Page MenuHomePhabricator

Whitelist search.ebscohost.com
Closed, ResolvedPublic

Description

Similar to T164553, EBSCOhost is a major, paywalled database. Its archived pages always link to a login screen. Some of the links (those with db=a9h, for instance, which were 15% of the results) do redirect in-browser to an abstract of the cited article, but their archived links do not.

Example:
http://search.ebscohost.com/login.aspx?direct=true&db=a9h&AN=5331234&site=ehost-live will resolve but
https://web.archive.org/web/20180429204700/http://search.ebscohost.com/login.aspx?direct=true&db=a9h&AN=5331234&site=ehost-live won't

So the search.ebscohost.com domain should be whitelisted ("treats the URL as alive and locks it in that state so it cannot be modified by the bot")

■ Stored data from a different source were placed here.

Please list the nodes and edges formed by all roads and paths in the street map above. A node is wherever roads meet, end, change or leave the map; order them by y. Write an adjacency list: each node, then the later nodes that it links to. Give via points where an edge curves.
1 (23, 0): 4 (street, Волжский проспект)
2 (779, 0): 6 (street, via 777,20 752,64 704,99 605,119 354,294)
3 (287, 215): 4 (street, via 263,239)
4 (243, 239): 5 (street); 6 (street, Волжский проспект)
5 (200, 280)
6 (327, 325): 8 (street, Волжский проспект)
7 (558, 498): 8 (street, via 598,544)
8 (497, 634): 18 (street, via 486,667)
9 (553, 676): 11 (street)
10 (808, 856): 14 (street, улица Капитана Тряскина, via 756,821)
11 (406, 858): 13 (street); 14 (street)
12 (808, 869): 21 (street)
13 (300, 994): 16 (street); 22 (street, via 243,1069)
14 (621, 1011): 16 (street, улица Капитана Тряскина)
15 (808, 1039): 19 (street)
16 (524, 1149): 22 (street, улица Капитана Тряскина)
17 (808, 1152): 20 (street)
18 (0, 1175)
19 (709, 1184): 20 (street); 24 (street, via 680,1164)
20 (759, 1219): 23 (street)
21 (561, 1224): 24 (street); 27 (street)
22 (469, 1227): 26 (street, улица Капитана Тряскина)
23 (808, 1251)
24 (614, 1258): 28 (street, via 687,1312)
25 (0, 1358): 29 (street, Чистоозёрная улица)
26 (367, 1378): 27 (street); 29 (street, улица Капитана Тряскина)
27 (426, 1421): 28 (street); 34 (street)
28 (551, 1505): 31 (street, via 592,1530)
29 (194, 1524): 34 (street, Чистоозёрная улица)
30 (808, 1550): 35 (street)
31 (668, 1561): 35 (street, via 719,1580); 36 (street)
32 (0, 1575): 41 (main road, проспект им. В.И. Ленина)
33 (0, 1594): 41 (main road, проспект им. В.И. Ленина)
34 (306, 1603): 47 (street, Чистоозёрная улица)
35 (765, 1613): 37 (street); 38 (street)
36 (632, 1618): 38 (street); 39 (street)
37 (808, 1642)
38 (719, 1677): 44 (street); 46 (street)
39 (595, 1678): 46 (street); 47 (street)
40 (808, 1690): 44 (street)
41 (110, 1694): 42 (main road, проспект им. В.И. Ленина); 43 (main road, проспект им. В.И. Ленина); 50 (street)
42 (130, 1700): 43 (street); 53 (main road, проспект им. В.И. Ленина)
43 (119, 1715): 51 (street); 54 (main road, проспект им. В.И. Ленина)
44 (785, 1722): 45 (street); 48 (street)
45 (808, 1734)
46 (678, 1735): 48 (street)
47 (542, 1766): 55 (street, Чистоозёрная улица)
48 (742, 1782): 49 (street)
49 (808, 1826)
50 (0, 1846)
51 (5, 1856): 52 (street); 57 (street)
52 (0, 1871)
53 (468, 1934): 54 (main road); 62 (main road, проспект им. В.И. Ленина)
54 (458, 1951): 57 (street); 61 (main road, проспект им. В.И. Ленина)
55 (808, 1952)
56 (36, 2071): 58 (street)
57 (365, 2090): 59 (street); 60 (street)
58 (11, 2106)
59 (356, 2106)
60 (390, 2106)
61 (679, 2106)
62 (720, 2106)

Happy to assist with stuff like this, especially as the whole ebscohost.com domain needs some configuration, but I think whitelisting/blacklisting full domains requires a user right, if it didn't before

Event Timeline

czar created this task.Apr 29 2018, 8:52 PM
Restricted Application added a project: Internet-Archive. · View Herald TranscriptApr 29 2018, 8:52 PM
czar updated the task description. (Show Details)Apr 29 2018, 9:05 PM
Vvjjkkii renamed this task from Whitelist search.ebscohost.com to b0daaaaaaa.Jul 1 2018, 1:13 AM
Vvjjkkii removed Cyberpower678 as the assignee of this task.
Vvjjkkii triaged this task as High priority.
Vvjjkkii updated the task description. (Show Details)
Vvjjkkii added a subscriber: Cyberpower678.
Green_Cardamom renamed this task from b0daaaaaaa to Whitelist search.ebscohost.com.Jul 1 2018, 4:57 AM
Green_Cardamom assigned this task to Cyberpower678.
Green_Cardamom raised the priority of this task from High to Needs Triage.
Green_Cardamom updated the task description. (Show Details)
Green_Cardamom removed a subscriber: Cyberpower678.
Cyberpower678 closed this task as Resolved.Jul 18 2018, 2:57 AM

It already appears to be locked behind the paywall state. Nothing to do here.